Изгнание из Русского музыкального общества нанесло Балакиреву непоправимую травму. Все же он пытался подняться. Весь остаток энергии он сосредоточил теперь на концертной деятельности Бесплатной музыкальной школы и добился было успеха, но тут обнаружились тяжелые материальные затруднения, грозившие крахом всего дела. Усилия Балакирева выйти из кризисного положения осталить тщетны: пережитые невзгоды и потрясения подкосили его; «...я совсем падал духом»,— писал он Стасову в июне 1870 года.

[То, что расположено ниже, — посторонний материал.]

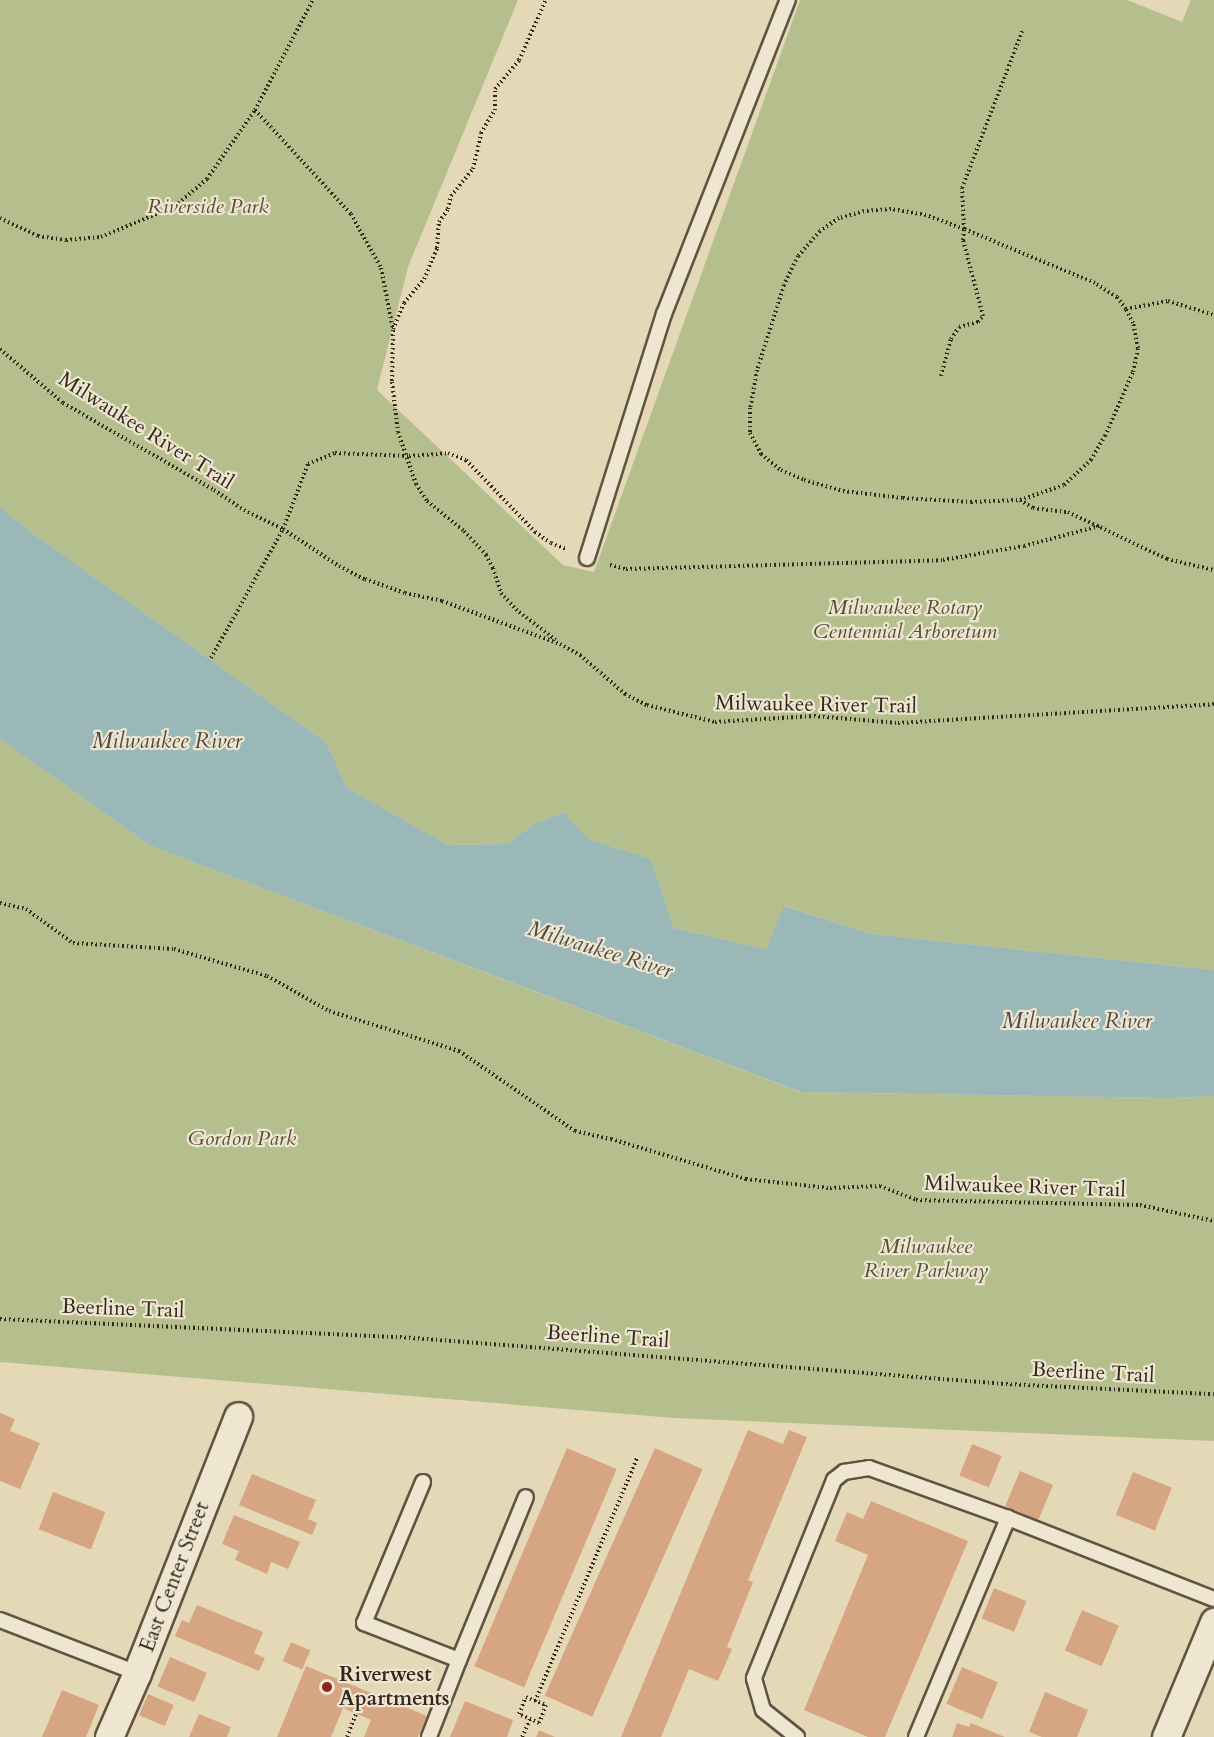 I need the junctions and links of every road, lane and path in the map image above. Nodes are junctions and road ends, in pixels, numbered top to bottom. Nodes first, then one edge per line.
1 (314, 0) edge
2 (546, 0) edge
3 (788, 0) edge
4 (1023, 29) dead end
5 (255, 110) junction
6 (0, 218) edge
7 (964, 229) junction
8 (1126, 309) junction
9 (1214, 315) edge
10 (393, 330) junction
11 (0, 349) edge
12 (941, 376) dead end
13 (409, 456) junction
14 (1020, 500) junction
15 (1098, 526) junction
16 (284, 529) junction
17 (587, 558) junction
18 (1214, 570) edge
19 (560, 644) junction
20 (211, 658) dead end
21 (1214, 704) edge
22 (0, 903) edge
23 (1214, 1221) edge
24 (0, 1319) edge
25 (1214, 1394) edge
26 (238, 1416) dead end
27 (637, 1458) dead end
28 (423, 1482) dead end
29 (526, 1497) dead end
30 (1008, 1518) junction
31 (1214, 1599) edge
32 (0, 1620) edge
33 (1214, 1622) edge
34 (459, 1660) junction
35 (137, 1673) junction
36 (535, 1701) junction
37 (356, 1713) dead end
38 (530, 1719) junction
39 (109, 1737) edge
40 (347, 1737) edge
41 (429, 1737) edge
42 (522, 1737) edge
43 (797, 1737) edge
44 (916, 1737) edge
45 (1166, 1737) edge

1 - 5 path
2 - 10 path
3 - 17 lane
4 - 7 path
5 - 6 path
5 - 10 path
7 - 8 path
7 - 12 path
7 - 14 path
8 - 9 path
8 - 14 path
10 - 13 path
11 - 16 path, Milwaukee River Trail
13 - 16 path
13 - 17 path
13 - 19 path
14 - 15 path
15 - 17 path
15 - 18 path
16 - 19 path, Milwaukee River Trail
16 - 20 path
19 - 21 path, Milwaukee River Trail
22 - 23 path, Milwaukee River Trail
24 - 25 path, Beerline Trail
26 - 35 street, East Center Street
27 - 36 path
28 - 34 lane
29 - 34 lane
30 - 31 lane
30 - 43 lane
30 - 44 lane
32 - 35 lane
33 - 45 street
34 - 41 lane
35 - 39 street, East Center Street
36 - 38 path
36 - 38 path
37 - 40 path
38 - 42 path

Духовная драма этого замечательного музыканта и борца кончилась неизбежною катастрофою. Он совершенно переродился: в рано постаревшем (ему было всего тридцать три года), ханжески набожном блюстителе устоев православия и самодержавия нельзя было узнать передового, энергичного, обаятельно смелого и общительного Балакирева. Оставив товарищей, прервав даже свою композиторскую деятельность, он покинул — и надолго — музыкальное поприще, на котором так ревностно и плодотворно трудился. Он разделил печальную участь тех, что вступают в борьбу, не ведая истинной меры своих нравственных сил и, быстро исчерпав ее в горделивом взлете, падают, сраженные суровыми испытаниями...
В обстановке, сложившейся к концу шестидесятых — началу семидесятых годов, кружок уже мало напоминал когорту соратников, выступавших под орифламмой Балакирева. У каждого из членов содружества определился свой, самостоятельный путь творческой жизнедеятельности. Вожак уходил от борьбы, его влияние ослабевало. Тем легче было враждебной критике усилить нападки и на него, и на кружок, и на Бесплатную музыкальную школу (тут и Серов дал волю своей личной неприязни).